Each entry that follows should be retyped exactly.
------ DATASET ENTRIES ------
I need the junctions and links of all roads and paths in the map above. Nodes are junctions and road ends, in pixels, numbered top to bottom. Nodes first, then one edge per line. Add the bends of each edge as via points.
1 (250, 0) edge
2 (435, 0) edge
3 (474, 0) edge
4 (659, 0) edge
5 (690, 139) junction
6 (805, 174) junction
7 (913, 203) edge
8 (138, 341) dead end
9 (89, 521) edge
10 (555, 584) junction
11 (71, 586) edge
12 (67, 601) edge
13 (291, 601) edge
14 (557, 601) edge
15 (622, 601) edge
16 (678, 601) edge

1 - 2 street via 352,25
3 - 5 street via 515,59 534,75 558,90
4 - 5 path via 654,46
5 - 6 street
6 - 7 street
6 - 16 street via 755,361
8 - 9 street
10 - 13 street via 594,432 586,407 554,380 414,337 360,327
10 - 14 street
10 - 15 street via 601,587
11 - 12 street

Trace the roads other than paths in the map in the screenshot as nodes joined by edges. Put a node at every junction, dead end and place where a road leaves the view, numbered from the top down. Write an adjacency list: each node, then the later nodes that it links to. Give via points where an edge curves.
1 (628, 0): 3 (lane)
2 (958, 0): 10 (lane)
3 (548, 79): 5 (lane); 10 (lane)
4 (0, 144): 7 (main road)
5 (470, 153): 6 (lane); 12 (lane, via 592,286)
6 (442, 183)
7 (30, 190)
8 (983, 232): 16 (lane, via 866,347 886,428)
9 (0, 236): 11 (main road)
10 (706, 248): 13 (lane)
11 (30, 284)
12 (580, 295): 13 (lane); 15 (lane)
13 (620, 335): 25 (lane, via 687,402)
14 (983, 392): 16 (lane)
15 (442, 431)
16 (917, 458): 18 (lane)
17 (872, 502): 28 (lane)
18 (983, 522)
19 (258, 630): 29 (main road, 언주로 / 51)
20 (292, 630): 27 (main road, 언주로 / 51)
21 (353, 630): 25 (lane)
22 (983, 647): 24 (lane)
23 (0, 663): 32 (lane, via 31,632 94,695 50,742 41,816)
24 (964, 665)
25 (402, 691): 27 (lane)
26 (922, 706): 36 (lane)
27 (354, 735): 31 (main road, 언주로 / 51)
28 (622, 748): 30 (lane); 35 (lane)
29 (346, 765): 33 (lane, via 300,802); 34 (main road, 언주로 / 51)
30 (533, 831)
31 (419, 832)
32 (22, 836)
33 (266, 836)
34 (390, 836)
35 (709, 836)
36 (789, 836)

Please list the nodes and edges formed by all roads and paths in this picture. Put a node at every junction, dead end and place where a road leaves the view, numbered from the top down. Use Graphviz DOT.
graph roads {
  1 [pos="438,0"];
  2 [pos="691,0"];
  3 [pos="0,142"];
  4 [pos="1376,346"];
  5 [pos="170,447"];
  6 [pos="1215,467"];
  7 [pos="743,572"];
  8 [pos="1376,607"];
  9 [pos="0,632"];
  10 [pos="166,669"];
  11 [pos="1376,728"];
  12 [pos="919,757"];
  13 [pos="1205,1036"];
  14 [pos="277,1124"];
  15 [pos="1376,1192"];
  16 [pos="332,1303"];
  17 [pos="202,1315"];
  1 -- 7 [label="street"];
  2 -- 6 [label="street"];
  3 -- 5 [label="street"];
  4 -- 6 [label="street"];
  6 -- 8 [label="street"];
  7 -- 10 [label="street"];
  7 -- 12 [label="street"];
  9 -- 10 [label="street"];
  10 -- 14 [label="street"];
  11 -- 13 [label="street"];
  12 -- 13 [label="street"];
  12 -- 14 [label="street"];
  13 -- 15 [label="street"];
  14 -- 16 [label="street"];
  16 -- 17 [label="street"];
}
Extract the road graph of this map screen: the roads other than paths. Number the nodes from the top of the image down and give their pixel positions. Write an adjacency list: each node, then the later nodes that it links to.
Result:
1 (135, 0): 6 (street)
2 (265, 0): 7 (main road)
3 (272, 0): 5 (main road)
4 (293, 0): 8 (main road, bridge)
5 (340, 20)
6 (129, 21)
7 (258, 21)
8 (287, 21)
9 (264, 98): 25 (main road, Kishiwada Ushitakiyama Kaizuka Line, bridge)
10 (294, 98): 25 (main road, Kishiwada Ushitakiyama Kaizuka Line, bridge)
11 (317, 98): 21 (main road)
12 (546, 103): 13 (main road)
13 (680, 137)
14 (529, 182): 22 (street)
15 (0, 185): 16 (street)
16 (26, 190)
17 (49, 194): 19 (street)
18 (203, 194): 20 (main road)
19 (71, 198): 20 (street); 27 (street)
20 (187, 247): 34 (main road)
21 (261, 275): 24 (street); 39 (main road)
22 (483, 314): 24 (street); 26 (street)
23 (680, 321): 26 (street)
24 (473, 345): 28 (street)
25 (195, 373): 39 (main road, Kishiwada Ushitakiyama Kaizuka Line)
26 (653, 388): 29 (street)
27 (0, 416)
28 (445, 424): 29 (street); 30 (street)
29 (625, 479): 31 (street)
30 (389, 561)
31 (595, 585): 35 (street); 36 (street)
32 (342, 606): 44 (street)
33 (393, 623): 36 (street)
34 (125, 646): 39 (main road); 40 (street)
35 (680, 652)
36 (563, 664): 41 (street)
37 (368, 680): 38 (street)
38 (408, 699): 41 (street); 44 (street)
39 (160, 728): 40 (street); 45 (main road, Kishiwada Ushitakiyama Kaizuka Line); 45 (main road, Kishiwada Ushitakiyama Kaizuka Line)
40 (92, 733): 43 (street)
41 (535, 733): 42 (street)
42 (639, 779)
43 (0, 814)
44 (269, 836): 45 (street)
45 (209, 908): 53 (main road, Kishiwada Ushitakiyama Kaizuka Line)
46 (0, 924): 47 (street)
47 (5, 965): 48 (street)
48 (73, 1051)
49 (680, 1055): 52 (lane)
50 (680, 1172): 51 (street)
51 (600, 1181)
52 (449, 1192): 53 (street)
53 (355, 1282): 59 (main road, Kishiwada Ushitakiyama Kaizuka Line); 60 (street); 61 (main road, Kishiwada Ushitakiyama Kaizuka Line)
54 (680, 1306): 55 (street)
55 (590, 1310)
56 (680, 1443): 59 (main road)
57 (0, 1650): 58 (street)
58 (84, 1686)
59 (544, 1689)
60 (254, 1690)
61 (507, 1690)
------
[EXERCISE RESULT]
I need the junctions and links of all roads and paths in the map above. Nodes are junctions and road ends, in pixels, numbered top to bottom. Nodes first, then one edge per line. Add the bends of each edge as via points.
1 (250, 0) edge
2 (435, 0) edge
3 (474, 0) edge
4 (659, 0) edge
5 (690, 139) junction
6 (805, 174) junction
7 (913, 203) edge
8 (138, 341) dead end
9 (89, 521) edge
10 (555, 584) junction
11 (71, 586) edge
12 (67, 601) edge
13 (291, 601) edge
14 (557, 601) edge
15 (622, 601) edge
16 (678, 601) edge

1 - 2 street via 352,25
3 - 5 street via 515,59 534,75 558,90
4 - 5 path via 654,46
5 - 6 street
6 - 7 street
6 - 16 street via 755,361
8 - 9 street
10 - 13 street via 594,432 586,407 554,380 414,337 360,327
10 - 14 street
10 - 15 street via 601,587
11 - 12 street

Trace the roads other than paths in the map in the screenshot as nodes joined by edges. Put a node at every junction, dead end and place where a road leaves the view, numbered from the top down. Write an adjacency list: each node, then the later nodes that it links to. Give via points where an edge curves.
1 (628, 0): 3 (lane)
2 (958, 0): 10 (lane)
3 (548, 79): 5 (lane); 10 (lane)
4 (0, 144): 7 (main road)
5 (470, 153): 6 (lane); 12 (lane, via 592,286)
6 (442, 183)
7 (30, 190)
8 (983, 232): 16 (lane, via 866,347 886,428)
9 (0, 236): 11 (main road)
10 (706, 248): 13 (lane)
11 (30, 284)
12 (580, 295): 13 (lane); 15 (lane)
13 (620, 335): 25 (lane, via 687,402)
14 (983, 392): 16 (lane)
15 (442, 431)
16 (917, 458): 18 (lane)
17 (872, 502): 28 (lane)
18 (983, 522)
19 (258, 630): 29 (main road, 언주로 / 51)
20 (292, 630): 27 (main road, 언주로 / 51)
21 (353, 630): 25 (lane)
22 (983, 647): 24 (lane)
23 (0, 663): 32 (lane, via 31,632 94,695 50,742 41,816)
24 (964, 665)
25 (402, 691): 27 (lane)
26 (922, 706): 36 (lane)
27 (354, 735): 31 (main road, 언주로 / 51)
28 (622, 748): 30 (lane); 35 (lane)
29 (346, 765): 33 (lane, via 300,802); 34 (main road, 언주로 / 51)
30 (533, 831)
31 (419, 832)
32 (22, 836)
33 (266, 836)
34 (390, 836)
35 (709, 836)
36 (789, 836)

Please list the nodes and edges formed by all roads and paths in this picture. Put a node at every junction, dead end and place where a road leaves the view, numbered from the top down. Use Graphviz DOT.
graph roads {
  1 [pos="438,0"];
  2 [pos="691,0"];
  3 [pos="0,142"];
  4 [pos="1376,346"];
  5 [pos="170,447"];
  6 [pos="1215,467"];
  7 [pos="743,572"];
  8 [pos="1376,607"];
  9 [pos="0,632"];
  10 [pos="166,669"];
  11 [pos="1376,728"];
  12 [pos="919,757"];
  13 [pos="1205,1036"];
  14 [pos="277,1124"];
  15 [pos="1376,1192"];
  16 [pos="332,1303"];
  17 [pos="202,1315"];
  1 -- 7 [label="street"];
  2 -- 6 [label="street"];
  3 -- 5 [label="street"];
  4 -- 6 [label="street"];
  6 -- 8 [label="street"];
  7 -- 10 [label="street"];
  7 -- 12 [label="street"];
  9 -- 10 [label="street"];
  10 -- 14 [label="street"];
  11 -- 13 [label="street"];
  12 -- 13 [label="street"];
  12 -- 14 [label="street"];
  13 -- 15 [label="street"];
  14 -- 16 [label="street"];
  16 -- 17 [label="street"];
}
Extract the road graph of this map screen: the roads other than paths. Number the nodes from the top of the image down and give their pixel positions. Write an adjacency list: each node, then the later nodes that it links to.
Result:
1 (135, 0): 6 (street)
2 (265, 0): 7 (main road)
3 (272, 0): 5 (main road)
4 (293, 0): 8 (main road, bridge)
5 (340, 20)
6 (129, 21)
7 (258, 21)
8 (287, 21)
9 (264, 98): 25 (main road, Kishiwada Ushitakiyama Kaizuka Line, bridge)
10 (294, 98): 25 (main road, Kishiwada Ushitakiyama Kaizuka Line, bridge)
11 (317, 98): 21 (main road)
12 (546, 103): 13 (main road)
13 (680, 137)
14 (529, 182): 22 (street)
15 (0, 185): 16 (street)
16 (26, 190)
17 (49, 194): 19 (street)
18 (203, 194): 20 (main road)
19 (71, 198): 20 (street); 27 (street)
20 (187, 247): 34 (main road)
21 (261, 275): 24 (street); 39 (main road)
22 (483, 314): 24 (street); 26 (street)
23 (680, 321): 26 (street)
24 (473, 345): 28 (street)
25 (195, 373): 39 (main road, Kishiwada Ushitakiyama Kaizuka Line)
26 (653, 388): 29 (street)
27 (0, 416)
28 (445, 424): 29 (street); 30 (street)
29 (625, 479): 31 (street)
30 (389, 561)
31 (595, 585): 35 (street); 36 (street)
32 (342, 606): 44 (street)
33 (393, 623): 36 (street)
34 (125, 646): 39 (main road); 40 (street)
35 (680, 652)
36 (563, 664): 41 (street)
37 (368, 680): 38 (street)
38 (408, 699): 41 (street); 44 (street)
39 (160, 728): 40 (street); 45 (main road, Kishiwada Ushitakiyama Kaizuka Line); 45 (main road, Kishiwada Ushitakiyama Kaizuka Line)
40 (92, 733): 43 (street)
41 (535, 733): 42 (street)
42 (639, 779)
43 (0, 814)
44 (269, 836): 45 (street)
45 (209, 908): 53 (main road, Kishiwada Ushitakiyama Kaizuka Line)
46 (0, 924): 47 (street)
47 (5, 965): 48 (street)
48 (73, 1051)
49 (680, 1055): 52 (lane)
50 (680, 1172): 51 (street)
51 (600, 1181)
52 (449, 1192): 53 (street)
53 (355, 1282): 59 (main road, Kishiwada Ushitakiyama Kaizuka Line); 60 (street); 61 (main road, Kishiwada Ushitakiyama Kaizuka Line)
54 (680, 1306): 55 (street)
55 (590, 1310)
56 (680, 1443): 59 (main road)
57 (0, 1650): 58 (street)
58 (84, 1686)
59 (544, 1689)
60 (254, 1690)
61 (507, 1690)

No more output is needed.